Task inputs —

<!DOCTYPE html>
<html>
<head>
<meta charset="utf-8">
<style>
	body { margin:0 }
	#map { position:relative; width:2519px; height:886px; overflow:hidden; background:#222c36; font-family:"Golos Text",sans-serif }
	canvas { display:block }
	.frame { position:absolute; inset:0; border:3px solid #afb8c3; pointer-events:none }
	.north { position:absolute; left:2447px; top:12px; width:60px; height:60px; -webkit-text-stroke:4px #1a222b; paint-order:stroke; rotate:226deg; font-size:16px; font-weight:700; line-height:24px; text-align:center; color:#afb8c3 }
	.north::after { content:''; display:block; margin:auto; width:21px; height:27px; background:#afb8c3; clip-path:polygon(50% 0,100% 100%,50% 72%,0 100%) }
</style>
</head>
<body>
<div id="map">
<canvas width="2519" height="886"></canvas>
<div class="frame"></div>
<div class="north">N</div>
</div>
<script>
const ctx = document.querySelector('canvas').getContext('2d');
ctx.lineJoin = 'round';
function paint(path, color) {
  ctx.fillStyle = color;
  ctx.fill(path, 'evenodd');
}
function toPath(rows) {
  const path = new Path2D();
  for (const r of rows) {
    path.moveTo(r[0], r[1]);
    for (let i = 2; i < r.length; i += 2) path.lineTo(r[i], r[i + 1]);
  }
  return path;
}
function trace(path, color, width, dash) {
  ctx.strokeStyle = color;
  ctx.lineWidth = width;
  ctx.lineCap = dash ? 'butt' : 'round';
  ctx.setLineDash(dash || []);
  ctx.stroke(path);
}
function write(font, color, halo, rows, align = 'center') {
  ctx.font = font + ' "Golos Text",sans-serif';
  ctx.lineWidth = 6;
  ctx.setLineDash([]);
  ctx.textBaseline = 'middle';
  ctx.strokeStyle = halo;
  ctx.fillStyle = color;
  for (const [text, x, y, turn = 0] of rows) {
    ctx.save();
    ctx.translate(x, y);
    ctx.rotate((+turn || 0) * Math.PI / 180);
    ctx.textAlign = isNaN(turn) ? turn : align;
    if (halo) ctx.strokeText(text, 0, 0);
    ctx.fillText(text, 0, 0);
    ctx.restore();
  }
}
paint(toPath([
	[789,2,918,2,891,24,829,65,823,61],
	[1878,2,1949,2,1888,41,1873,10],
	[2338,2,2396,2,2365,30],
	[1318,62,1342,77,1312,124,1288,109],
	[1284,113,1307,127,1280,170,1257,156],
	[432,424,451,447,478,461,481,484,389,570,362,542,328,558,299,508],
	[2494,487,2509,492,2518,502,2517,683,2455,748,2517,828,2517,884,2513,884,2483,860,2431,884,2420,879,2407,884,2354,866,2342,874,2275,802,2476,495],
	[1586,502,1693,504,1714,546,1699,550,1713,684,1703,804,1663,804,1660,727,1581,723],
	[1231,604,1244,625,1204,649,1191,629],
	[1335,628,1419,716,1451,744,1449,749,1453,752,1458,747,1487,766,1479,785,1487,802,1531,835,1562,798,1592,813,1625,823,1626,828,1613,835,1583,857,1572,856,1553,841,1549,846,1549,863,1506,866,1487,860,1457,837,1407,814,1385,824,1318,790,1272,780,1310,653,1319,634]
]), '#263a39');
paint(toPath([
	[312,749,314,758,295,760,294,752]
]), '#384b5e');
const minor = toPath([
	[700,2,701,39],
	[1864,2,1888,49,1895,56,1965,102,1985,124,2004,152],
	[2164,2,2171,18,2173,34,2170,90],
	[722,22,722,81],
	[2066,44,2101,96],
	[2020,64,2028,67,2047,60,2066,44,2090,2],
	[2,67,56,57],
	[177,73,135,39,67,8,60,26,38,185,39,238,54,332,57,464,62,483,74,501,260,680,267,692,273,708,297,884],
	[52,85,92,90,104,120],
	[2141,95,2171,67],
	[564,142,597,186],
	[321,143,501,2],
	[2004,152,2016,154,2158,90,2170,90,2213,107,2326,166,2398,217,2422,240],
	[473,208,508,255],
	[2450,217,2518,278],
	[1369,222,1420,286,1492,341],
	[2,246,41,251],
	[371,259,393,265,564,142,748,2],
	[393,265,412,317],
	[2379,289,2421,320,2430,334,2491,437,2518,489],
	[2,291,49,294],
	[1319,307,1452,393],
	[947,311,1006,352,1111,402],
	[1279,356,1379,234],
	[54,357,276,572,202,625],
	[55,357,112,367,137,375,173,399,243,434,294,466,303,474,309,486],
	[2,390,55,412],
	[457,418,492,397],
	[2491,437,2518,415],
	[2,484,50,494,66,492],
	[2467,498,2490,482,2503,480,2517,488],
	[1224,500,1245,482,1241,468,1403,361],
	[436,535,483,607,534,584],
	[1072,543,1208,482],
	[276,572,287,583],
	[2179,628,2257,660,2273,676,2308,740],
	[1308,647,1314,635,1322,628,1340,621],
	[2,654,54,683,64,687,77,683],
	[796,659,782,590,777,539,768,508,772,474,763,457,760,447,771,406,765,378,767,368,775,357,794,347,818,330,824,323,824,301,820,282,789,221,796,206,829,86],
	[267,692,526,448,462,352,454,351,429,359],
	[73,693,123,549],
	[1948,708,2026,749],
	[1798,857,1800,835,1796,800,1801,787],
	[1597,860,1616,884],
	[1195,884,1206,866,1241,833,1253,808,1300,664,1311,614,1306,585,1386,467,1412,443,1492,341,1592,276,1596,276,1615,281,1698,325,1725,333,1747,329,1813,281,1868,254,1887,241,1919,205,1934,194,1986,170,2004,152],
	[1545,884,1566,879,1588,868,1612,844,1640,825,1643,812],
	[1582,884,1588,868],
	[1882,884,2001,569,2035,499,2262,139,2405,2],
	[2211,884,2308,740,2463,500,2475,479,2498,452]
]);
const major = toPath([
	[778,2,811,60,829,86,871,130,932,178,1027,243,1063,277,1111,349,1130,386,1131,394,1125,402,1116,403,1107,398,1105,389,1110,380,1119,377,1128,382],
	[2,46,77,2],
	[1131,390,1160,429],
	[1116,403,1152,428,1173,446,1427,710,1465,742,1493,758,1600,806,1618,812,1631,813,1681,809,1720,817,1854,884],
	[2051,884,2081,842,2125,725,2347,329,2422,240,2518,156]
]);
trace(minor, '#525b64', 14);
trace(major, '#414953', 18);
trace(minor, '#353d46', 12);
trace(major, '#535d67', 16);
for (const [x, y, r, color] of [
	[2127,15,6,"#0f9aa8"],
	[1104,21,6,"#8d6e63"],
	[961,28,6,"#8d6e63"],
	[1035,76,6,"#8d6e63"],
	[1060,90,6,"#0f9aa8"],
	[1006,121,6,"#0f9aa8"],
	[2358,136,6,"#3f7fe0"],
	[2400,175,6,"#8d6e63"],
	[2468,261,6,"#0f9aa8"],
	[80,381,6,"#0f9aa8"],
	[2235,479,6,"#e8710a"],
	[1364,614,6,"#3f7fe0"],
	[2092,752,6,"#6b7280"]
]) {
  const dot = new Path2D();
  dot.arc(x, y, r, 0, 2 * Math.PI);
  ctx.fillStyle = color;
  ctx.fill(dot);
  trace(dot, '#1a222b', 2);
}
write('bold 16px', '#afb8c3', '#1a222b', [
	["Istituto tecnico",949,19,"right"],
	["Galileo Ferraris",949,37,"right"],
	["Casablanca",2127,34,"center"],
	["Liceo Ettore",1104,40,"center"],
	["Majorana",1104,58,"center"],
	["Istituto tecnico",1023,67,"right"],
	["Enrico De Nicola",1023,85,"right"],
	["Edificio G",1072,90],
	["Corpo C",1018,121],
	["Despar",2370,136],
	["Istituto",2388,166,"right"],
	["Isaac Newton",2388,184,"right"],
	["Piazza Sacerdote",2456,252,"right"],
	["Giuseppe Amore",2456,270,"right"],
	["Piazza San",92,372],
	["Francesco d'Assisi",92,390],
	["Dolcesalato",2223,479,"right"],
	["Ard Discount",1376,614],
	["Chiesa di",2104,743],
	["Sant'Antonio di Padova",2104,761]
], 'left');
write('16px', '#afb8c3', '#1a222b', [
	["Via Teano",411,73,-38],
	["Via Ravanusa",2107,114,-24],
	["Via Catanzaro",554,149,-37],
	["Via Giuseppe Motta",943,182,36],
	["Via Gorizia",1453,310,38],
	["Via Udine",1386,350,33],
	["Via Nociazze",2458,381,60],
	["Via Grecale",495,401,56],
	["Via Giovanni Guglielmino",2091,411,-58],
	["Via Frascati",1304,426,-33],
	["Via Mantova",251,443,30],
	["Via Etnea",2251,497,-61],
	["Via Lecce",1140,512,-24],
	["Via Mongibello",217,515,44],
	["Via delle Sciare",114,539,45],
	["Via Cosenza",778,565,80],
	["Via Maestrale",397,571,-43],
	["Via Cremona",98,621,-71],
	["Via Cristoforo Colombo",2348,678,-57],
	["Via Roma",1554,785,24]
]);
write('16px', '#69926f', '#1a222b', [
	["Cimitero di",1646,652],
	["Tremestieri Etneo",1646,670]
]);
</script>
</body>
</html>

Assignment —
Take the listing from its first line to the line containing "position:absolute; left:2447px; top:12px;". Reproduce those lines exactly and nothing else.

Problem solution —
<!DOCTYPE html>
<html>
<head>
<meta charset="utf-8">
<style>
	body { margin:0 }
	#map { position:relative; width:2519px; height:886px; overflow:hidden; background:#222c36; font-family:"Golos Text",sans-serif }
	canvas { display:block }
	.frame { position:absolute; inset:0; border:3px solid #afb8c3; pointer-events:none }
	.north { position:absolute; left:2447px; top:12px; width:60px; height:60px; -webkit-text-stroke:4px #1a222b; paint-order:stroke; rotate:226deg; font-size:16px; font-weight:700; line-height:24px; text-align:center; color:#afb8c3 }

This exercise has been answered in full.